Selbstreflexion über Rolle in der Geschichte
In diesem Sinne argumentierte auch der Direktor des Städtischen Museums Braunschweig, Dr. Peter Joch. Die selbsternannten „Kulturschützer“, die sich gegen die Restitution aussprechen, erinnerten ihn an die deutschen „Schutztruppen“ des Kaiserreichs in den Kolonien. Er schloss sich der Forderung nach einer neuen Ethik im Umgang mit dem kolonialen Erbe an.
Für die deutschen Museen biete dies eine Chance zur Selbstreflexion über ihre eigene Rolle in der Geschichte. Es dürfe aber nicht bei einer kritischen Sichtung der Sammlungen bleiben, sondern es müsse im Dialog geprüft werden, welche Bedeutung die Sammlungsstücke in den Herkunftsgesellschaften haben. Dies könne praktisch in der Museumsarbeit in Deutschland geschehen, indem das Kuratieren von Sammlungsstücken an Vertreter der Herkunftsgesellschaften übertragen werde.
Museen als Orte der Begegnung
Der Germanist und Kulturwissenschaftler Prof. Dr. Albert Gouaffo von der Universität Dschang in Kamerun erinnerte daran, dass die Gründung der ethnologischen Sammlungen und Museen in Europa eine direkte Folge des Kolonialismus gewesen sei. Es müsse Transparenz über deren Sammlungen hergestellt werden, die von Offizieren, Kolonialbeamten, Händlern und Missionaren durch Raub, Kauf oder Tausch beliefert worden seien.
Vor allem aber bräuchten diese Museen, in denen früher lediglich die europäische Sicht auf die unterworfenen Kolonialvölker präsentiert worden sei, eine neue Identität. Sie müssten zu Orten der Begegnung zwischen den Kulturen und zu Orten der Freude umgewandelt werden.
Beseitigung rassistisch begründeter Diskriminierung
Die Kunsthistorikerin Prof. Dr. Bénédicte Savoy von der Technischen Universität Berlin äußerte Zweifel, ob die Umwandlung von Museen in Orte der Freude gelingen kann. So würden im Kamerun-Saal im Humboldt Forum in Berlin die grausamen Verbrechen der Kolonialzeit so drastisch gezeigt, dass die Exponate in den Hintergrund gedrängt würden. Sie frage sich deshalb, ob solche ethnologischen Sammlungen überhaupt kompatibel mit den historischen Wahrheiten seien.
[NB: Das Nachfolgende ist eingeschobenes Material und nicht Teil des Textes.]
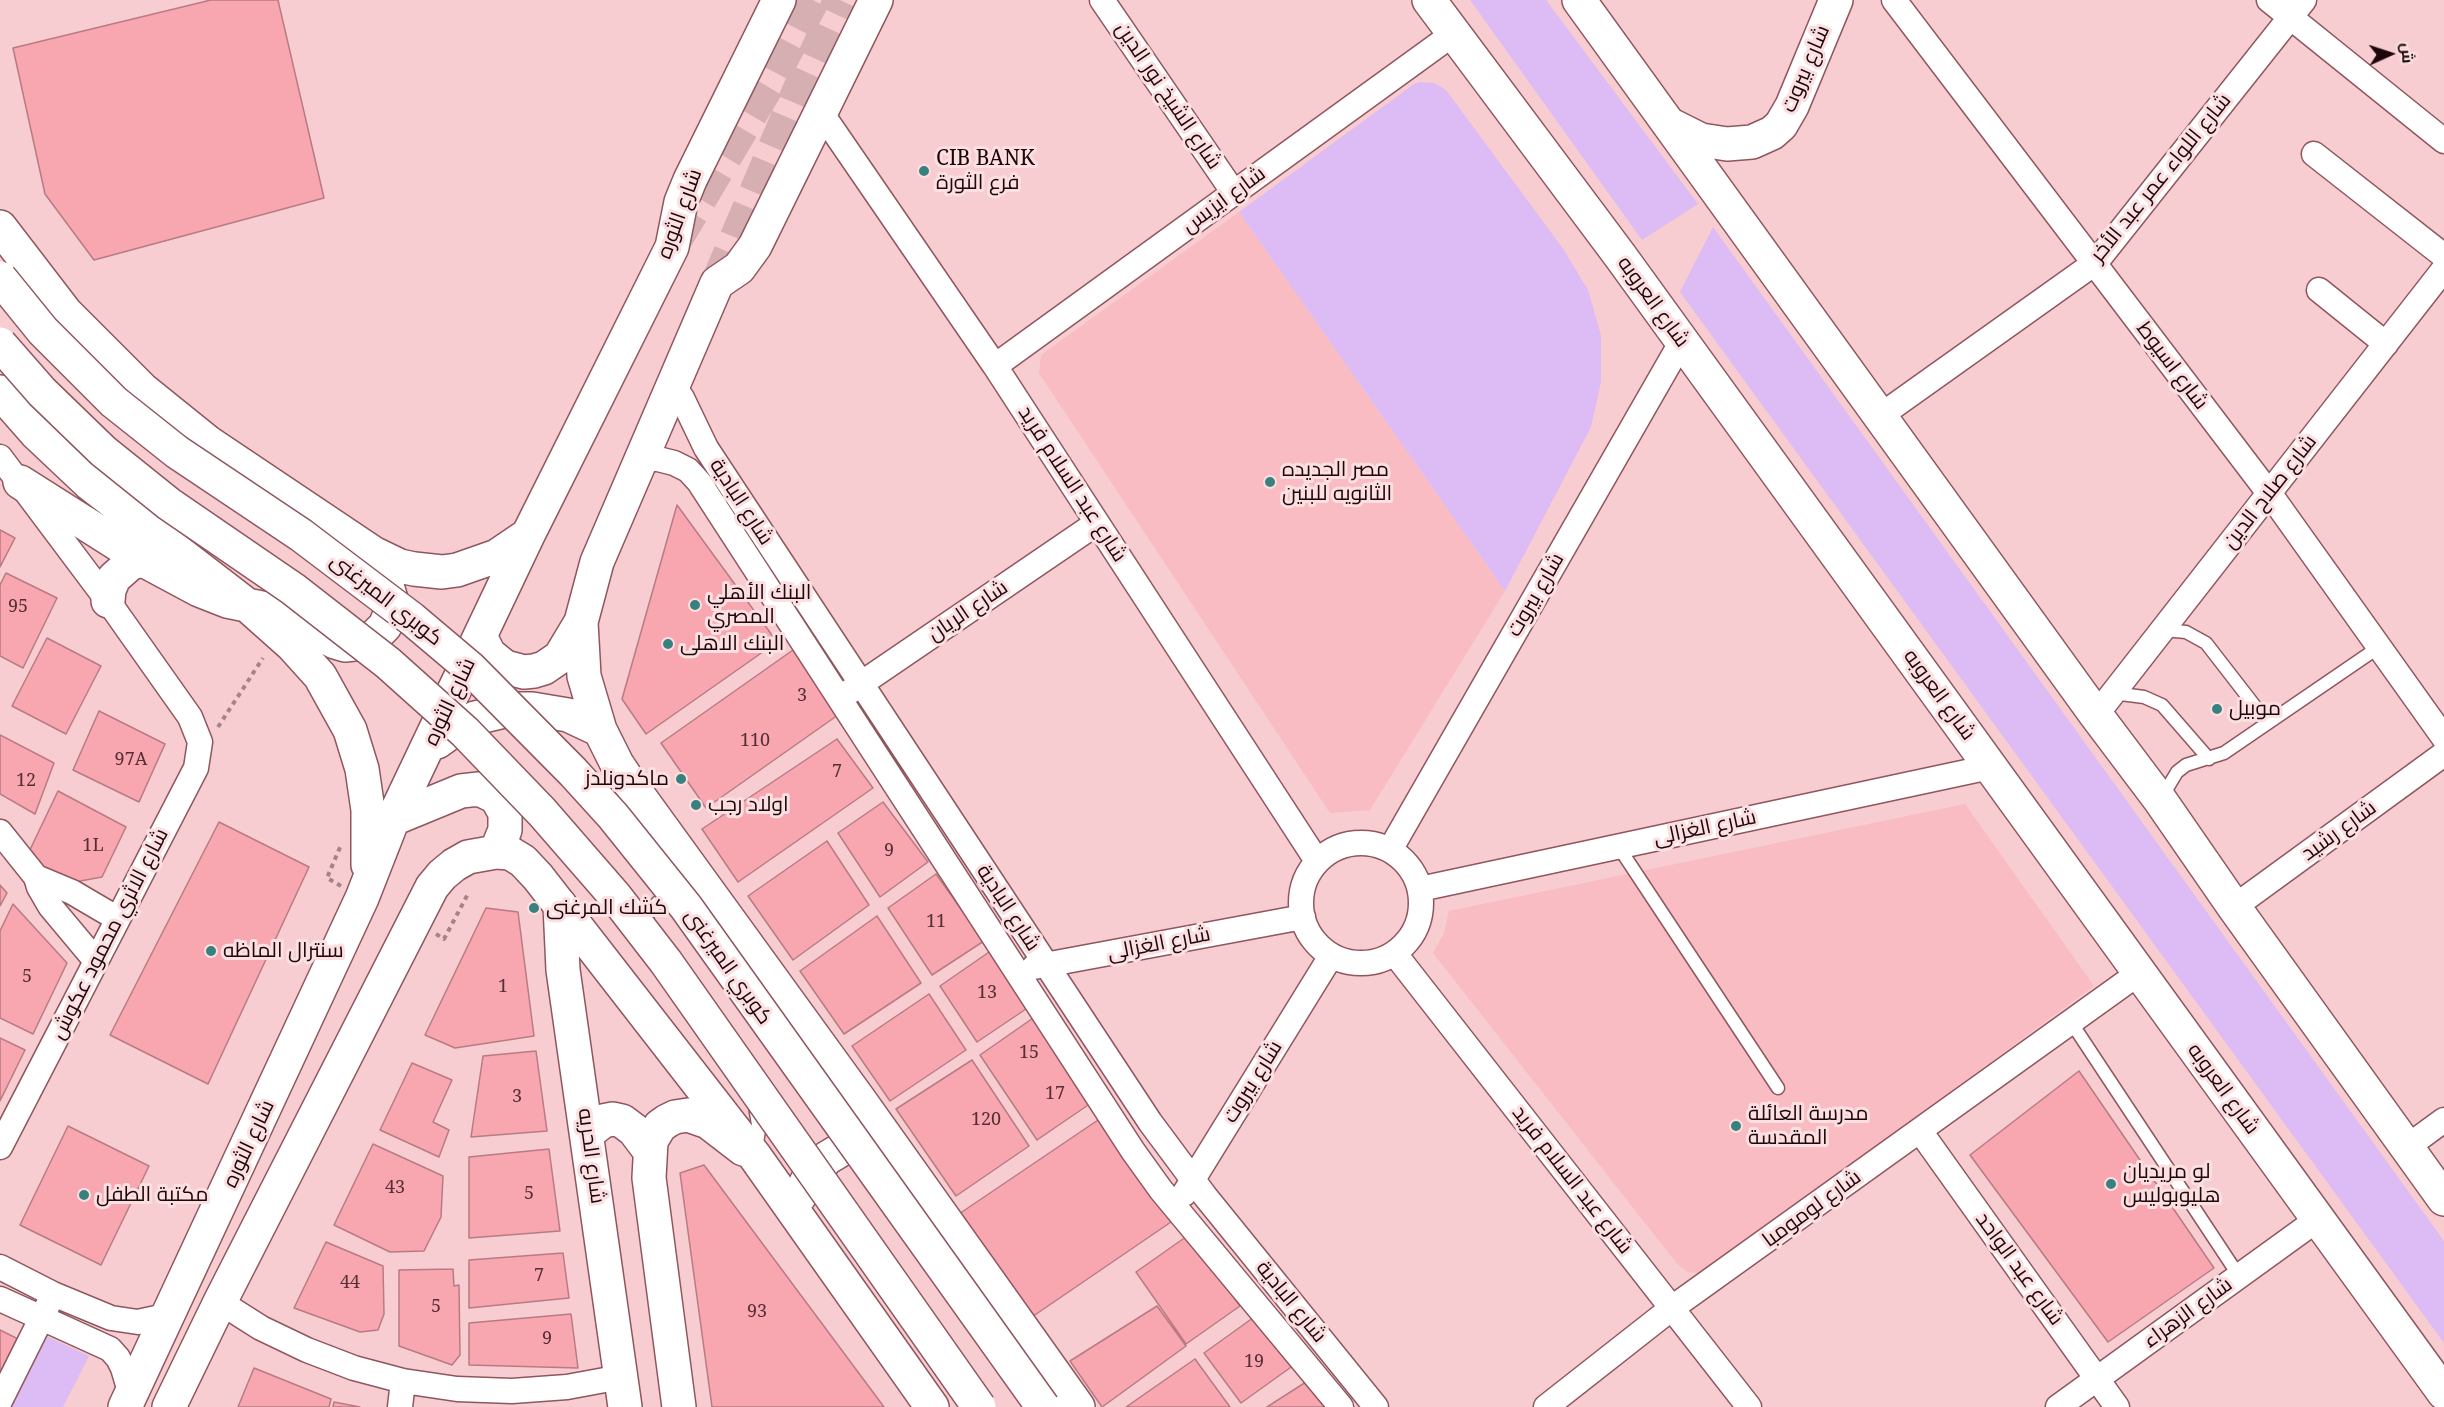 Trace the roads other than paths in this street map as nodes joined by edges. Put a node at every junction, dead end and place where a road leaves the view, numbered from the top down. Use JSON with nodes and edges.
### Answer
{"nodes":[{"id":1,"x":779,"y":0,"type":"edge"},
{"id":2,"x":876,"y":0,"type":"edge"},
{"id":3,"x":1102,"y":0,"type":"edge"},
{"id":4,"x":1430,"y":0,"type":"edge"},
{"id":5,"x":1579,"y":0,"type":"edge"},
{"id":6,"x":1836,"y":0,"type":"edge"},
{"id":7,"x":1894,"y":0,"type":"edge"},
{"id":8,"x":2269,"y":0,"type":"edge"},
{"id":9,"x":2298,"y":9,"type":"edge"},
{"id":10,"x":1453,"y":34,"type":"junction"},
{"id":11,"x":820,"y":111,"type":"junction"},
{"id":12,"x":1669,"y":124,"type":"junction"},
{"id":13,"x":2444,"y":141,"type":"edge"},
{"id":14,"x":2314,"y":154,"type":"dead end"},
{"id":15,"x":1234,"y":192,"type":"junction"},
{"id":16,"x":0,"y":227,"type":"edge"},
{"id":17,"x":2094,"y":263,"type":"junction"},
{"id":18,"x":2444,"y":267,"type":"edge"},
{"id":19,"x":0,"y":278,"type":"edge"},
{"id":20,"x":2319,"y":290,"type":"dead end"},
{"id":21,"x":1682,"y":341,"type":"junction"},
{"id":22,"x":0,"y":344,"type":"edge"},
{"id":23,"x":2386,"y":344,"type":"junction"},
{"id":24,"x":995,"y":366,"type":"junction"},
{"id":25,"x":673,"y":386,"type":"junction"},
{"id":26,"x":0,"y":392,"type":"edge"},
{"id":27,"x":1880,"y":416,"type":"junction"},
{"id":28,"x":0,"y":457,"type":"edge"},
{"id":29,"x":641,"y":459,"type":"junction"},
{"id":30,"x":20,"y":482,"type":"junction"},
{"id":31,"x":2269,"y":493,"type":"junction"},
{"id":32,"x":1097,"y":523,"type":"junction"},
{"id":33,"x":528,"y":535,"type":"junction"},
{"id":34,"x":373,"y":553,"type":"junction"},
{"id":35,"x":143,"y":560,"type":"junction"},
{"id":36,"x":108,"y":601,"type":"junction"},
{"id":37,"x":247,"y":605,"type":"junction"},
{"id":38,"x":581,"y":622,"type":"junction"},
{"id":39,"x":2163,"y":630,"type":"junction"},
{"id":40,"x":480,"y":636,"type":"junction"},
{"id":41,"x":2379,"y":647,"type":"junction"},
{"id":42,"x":861,"y":684,"type":"junction"},
{"id":43,"x":839,"y":699,"type":"junction"},
{"id":44,"x":2104,"y":704,"type":"junction"},
{"id":45,"x":2268,"y":723,"type":"junction"},
{"id":46,"x":600,"y":730,"type":"junction"},
{"id":47,"x":2444,"y":738,"type":"edge"},
{"id":48,"x":427,"y":751,"type":"junction"},
{"id":49,"x":2444,"y":754,"type":"edge"},
{"id":50,"x":2209,"y":759,"type":"junction"},
{"id":51,"x":1990,"y":767,"type":"junction"},
{"id":52,"x":2160,"y":800,"type":"junction"},
{"id":53,"x":393,"y":819,"type":"junction"},
{"id":54,"x":0,"y":832,"type":"edge"},
{"id":55,"x":1618,"y":846,"type":"junction"},
{"id":56,"x":1390,"y":850,"type":"junction"},
{"id":57,"x":496,"y":852,"type":"junction"},
{"id":58,"x":1317,"y":861,"type":"junction"},
{"id":59,"x":36,"y":877,"type":"junction"},
{"id":60,"x":368,"y":882,"type":"junction"},
{"id":61,"x":1420,"y":889,"type":"junction"},
{"id":62,"x":560,"y":905,"type":"junction"},
{"id":63,"x":2234,"y":907,"type":"junction"},
{"id":64,"x":1303,"y":917,"type":"junction"},
{"id":65,"x":118,"y":919,"type":"junction"},
{"id":66,"x":1395,"y":954,"type":"junction"},
{"id":67,"x":1331,"y":956,"type":"junction"},
{"id":68,"x":96,"y":961,"type":"junction"},
{"id":69,"x":1046,"y":965,"type":"junction"},
{"id":70,"x":1015,"y":970,"type":"junction"},
{"id":71,"x":2139,"y":973,"type":"junction"},
{"id":72,"x":776,"y":1011,"type":"dead end"},
{"id":73,"x":2071,"y":1022,"type":"junction"},
{"id":74,"x":1778,"y":1088,"type":"dead end"},
{"id":75,"x":2444,"y":1120,"type":"edge"},
{"id":76,"x":1920,"y":1131,"type":"junction"},
{"id":77,"x":588,"y":1133,"type":"junction"},
{"id":78,"x":882,"y":1135,"type":"junction"},
{"id":79,"x":0,"y":1147,"type":"edge"},
{"id":80,"x":2407,"y":1147,"type":"junction"},
{"id":81,"x":649,"y":1150,"type":"junction"},
{"id":82,"x":754,"y":1155,"type":"junction"},
{"id":83,"x":1192,"y":1181,"type":"junction"},
{"id":84,"x":2444,"y":1199,"type":"edge"},
{"id":85,"x":1176,"y":1208,"type":"junction"},
{"id":86,"x":792,"y":1210,"type":"junction"},
{"id":87,"x":2318,"y":1219,"type":"junction"},
{"id":88,"x":0,"y":1267,"type":"edge"},
{"id":89,"x":2239,"y":1276,"type":"junction"},
{"id":90,"x":53,"y":1294,"type":"junction"},
{"id":91,"x":0,"y":1299,"type":"edge"},
{"id":92,"x":220,"y":1302,"type":"junction"},
{"id":93,"x":1672,"y":1308,"type":"junction"},
{"id":94,"x":170,"y":1315,"type":"junction"},
{"id":95,"x":40,"y":1319,"type":"junction"},
{"id":96,"x":2097,"y":1379,"type":"junction"},
{"id":97,"x":403,"y":1381,"type":"junction"},
{"id":98,"x":623,"y":1392,"type":"edge"},
{"id":99,"x":2444,"y":1394,"type":"edge"},
{"id":100,"x":0,"y":1401,"type":"edge"},
{"id":101,"x":128,"y":1401,"type":"edge"},
{"id":102,"x":169,"y":1407,"type":"edge"},
{"id":103,"x":400,"y":1407,"type":"edge"},
{"id":104,"x":679,"y":1407,"type":"edge"},
{"id":105,"x":932,"y":1407,"type":"edge"},
{"id":106,"x":979,"y":1407,"type":"edge"},
{"id":107,"x":1043,"y":1407,"type":"edge"},
{"id":108,"x":1078,"y":1407,"type":"edge"},
{"id":109,"x":1341,"y":1407,"type":"edge"},
{"id":110,"x":1376,"y":1407,"type":"edge"},
{"id":111,"x":1546,"y":1407,"type":"edge"},
{"id":112,"x":1749,"y":1407,"type":"edge"},
{"id":113,"x":2058,"y":1407,"type":"edge"},
{"id":114,"x":2117,"y":1407,"type":"edge"}],
"edges":[{"from":1,"to":33,"type":"main road","name":"شارع الثوره"},
{"from":2,"to":11,"type":"main road"},
{"from":3,"to":15,"type":"street","name":"شارع الشيخ نور الدين"},
{"from":4,"to":10,"type":"main road","name":"شارع العروبه"},
{"from":5,"to":12,"type":"main road"},
{"from":6,"to":12,"type":"main road","name":"شارع بيروت"},
{"from":7,"to":17,"type":"street","name":"شارع اسيوط"},
{"from":8,"to":9,"type":"street"},
{"from":9,"to":13,"type":"street"},
{"from":9,"to":17,"type":"street","name":"شارع اللواء عمر عبد الأخر"},
{"from":10,"to":15,"type":"street","name":"شارع ايزيس"},
{"from":10,"to":21,"type":"main road","name":"شارع العروبه"},
{"from":11,"to":24,"type":"street","name":"شارع عبد السلام فريد"},
{"from":11,"to":25,"type":"main road"},
{"from":12,"to":27,"type":"main road"},
{"from":14,"to":18,"type":"street"},
{"from":15,"to":24,"type":"street","name":"شارع ايزيس"},
{"from":16,"to":34,"type":"main road"},
{"from":17,"to":27,"type":"street","name":"شارع اللواء عمر عبد الأخر"},
{"from":17,"to":31,"type":"street","name":"شارع اسيوط"},
{"from":18,"to":23,"type":"street","name":"شارع صلاح الدين"},
{"from":19,"to":107,"type":"main road","name":"كوبري الميرغنى","bridge":true},
{"from":20,"to":23,"type":"street"},
{"from":21,"to":51,"type":"main road","name":"شارع العروبه"},
{"from":21,"to":56,"type":"street","name":"شارع بيروت"},
{"from":22,"to":106,"type":"main road","bridge":true},
{"from":23,"to":31,"type":"street","name":"شارع صلاح الدين"},
{"from":24,"to":32,"type":"street","name":"شارع عبد السلام فريد"},
{"from":25,"to":29,"type":"main road"},
{"from":25,"to":42,"type":"street","name":"شارع البادية"},
{"from":26,"to":37,"type":"main road"},
{"from":27,"to":44,"type":"main road"},
{"from":28,"to":30,"type":"street"},
{"from":29,"to":38,"type":"main road"},
{"from":29,"to":43,"type":"street","name":"شارع البادية"},
{"from":30,"to":35,"type":"main road"},
{"from":30,"to":36,"type":"street"},
{"from":31,"to":39,"type":"street","name":"شارع صلاح الدين"},
{"from":31,"to":41,"type":"street","name":"شارع اسيوط"},
{"from":32,"to":42,"type":"street","name":"شارع الريان"},
{"from":32,"to":58,"type":"street","name":"شارع عبد السلام فريد"},
{"from":33,"to":34,"type":"main road"},
{"from":33,"to":40,"type":"main road","name":"شارع الثوره"},
{"from":34,"to":37,"type":"main road"},
{"from":35,"to":36,"type":"main road"},
{"from":35,"to":37,"type":"main road"},
{"from":36,"to":65,"type":"street","name":"شارع الاثري محمود عكوش"},
{"from":37,"to":60,"type":"main road"},
{"from":38,"to":40,"type":"main road"},
{"from":38,"to":46,"type":"main road"},
{"from":39,"to":44,"type":"street","name":"شارع صلاح الدين"},
{"from":39,"to":45,"type":"lane"},
{"from":40,"to":48,"type":"main road","name":"شارع الثوره"},
{"from":41,"to":45,"type":"lane"},
{"from":41,"to":47,"type":"street","name":"شارع اسيوط"},
{"from":42,"to":43,"type":"street","name":"شارع الريان"},
{"from":42,"to":69,"type":"street","name":"شارع البادية"},
{"from":43,"to":70,"type":"street","name":"شارع البادية"},
{"from":44,"to":50,"type":"lane"},
{"from":44,"to":52,"type":"main road"},
{"from":45,"to":50,"type":"lane"},
{"from":46,"to":48,"type":"main road"},
{"from":46,"to":78,"type":"main road"},
{"from":48,"to":53,"type":"main road","name":"شارع الثوره"},
{"from":49,"to":63,"type":"street","name":"شارع رشيد"},
{"from":50,"to":52,"type":"lane"},
{"from":51,"to":55,"type":"street","name":"شارع الغزالى"},
{"from":51,"to":71,"type":"main road","name":"شارع العروبه"},
{"from":52,"to":63,"type":"main road"},
{"from":53,"to":57,"type":"main road"},
{"from":53,"to":60,"type":"main road","name":"شارع الثوره"},
{"from":54,"to":59,"type":"street"},
{"from":55,"to":61,"type":"street","name":"شارع الغزالى"},
{"from":55,"to":74,"type":"lane"},
{"from":56,"to":58,"type":"street"},
{"from":56,"to":61,"type":"street"},
{"from":57,"to":62,"type":"main road"},
{"from":57,"to":92,"type":"main road"},
{"from":58,"to":64,"type":"street"},
{"from":59,"to":65,"type":"street"},
{"from":59,"to":68,"type":"street"},
{"from":60,"to":94,"type":"main road","name":"شارع الثوره"},
{"from":61,"to":66,"type":"street"},
{"from":62,"to":77,"type":"main road","name":"شارع الحريه"},
{"from":62,"to":82,"type":"main road"},
{"from":63,"to":80,"type":"main road"},
{"from":64,"to":67,"type":"street"},
{"from":64,"to":69,"type":"street","name":"شارع الغزالى"},
{"from":65,"to":68,"type":"street","name":"شارع الاثري محمود عكوش"},
{"from":66,"to":67,"type":"street"},
{"from":66,"to":93,"type":"street","name":"شارع عبد السلام فريد"},
{"from":67,"to":83,"type":"street","name":"شارع بيروت"},
{"from":68,"to":79,"type":"street","name":"شارع الاثري محمود عكوش"},
{"from":69,"to":70,"type":"street","name":"شارع الغزالى"},
{"from":69,"to":83,"type":"street","name":"شارع البادية"},
{"from":70,"to":85,"type":"street","name":"شارع البادية"},
{"from":71,"to":73,"type":"street","name":"شارع لومومبا"},
{"from":71,"to":87,"type":"main road","name":"شارع العروبه"},
{"from":72,"to":82,"type":"lane"},
{"from":73,"to":76,"type":"street","name":"شارع لومومبا"},
{"from":73,"to":89,"type":"lane"},
{"from":75,"to":80,"type":"street"},
{"from":76,"to":93,"type":"street","name":"شارع لومومبا"},
{"from":76,"to":96,"type":"street","name":"شارع عبد الواحد"},
{"from":77,"to":81,"type":"main road"},
{"from":77,"to":98,"type":"main road","name":"شارع الحريه"},
{"from":78,"to":86,"type":"main road"},
{"from":78,"to":108,"type":"main road"},
{"from":80,"to":84,"type":"main road"},
{"from":81,"to":82,"type":"main road"},
{"from":81,"to":104,"type":"main road"},
{"from":82,"to":86,"type":"main road"},
{"from":83,"to":85,"type":"street","name":"شارع بيروت"},
{"from":83,"to":110,"type":"street","name":"شارع البادية"},
{"from":85,"to":109,"type":"street","name":"شارع البادية"},
{"from":86,"to":105,"type":"main road"},
{"from":87,"to":89,"type":"street","name":"شارع الزهراء"},
{"from":87,"to":99,"type":"main road","name":"شارع العروبه"},
{"from":88,"to":90,"type":"street"},
{"from":89,"to":96,"type":"street","name":"شارع الزهراء"},
{"from":90,"to":94,"type":"street"},
{"from":90,"to":95,"type":"street"},
{"from":91,"to":95,"type":"street"},
{"from":92,"to":97,"type":"street"},
{"from":92,"to":102,"type":"main road"},
{"from":93,"to":111,"type":"street","name":"شارع لومومبا"},
{"from":93,"to":112,"type":"street","name":"شارع عبد السلام فريد"},
{"from":94,"to":101,"type":"main road","name":"شارع الثوره"},
{"from":95,"to":100,"type":"street"},
{"from":95,"to":101,"type":"street"},
{"from":96,"to":113,"type":"street","name":"شارع الزهراء"},
{"from":96,"to":114,"type":"street","name":"شارع عبد الواحد"},
{"from":97,"to":98,"type":"street"},
{"from":97,"to":103,"type":"street"}]}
Savoy erinnerte daran, dass es sehr lange gedauert habe, das Thema Dekolonisierung der Museen gegen viele Widerstände in Europa auf die Agenda zu setzen. Dabei bedeute Dekolonisierung eben nicht Zerstörung der Museen. Dekolonisierung bedeute Beseitigung aller rassistisch begründeten Diskriminierungen. Dazu gehöre aber auch die Frage, warum das Reinigungspersonal in Museen oftmals „so bunt“, die Besucher aber so „unbunt“ seien.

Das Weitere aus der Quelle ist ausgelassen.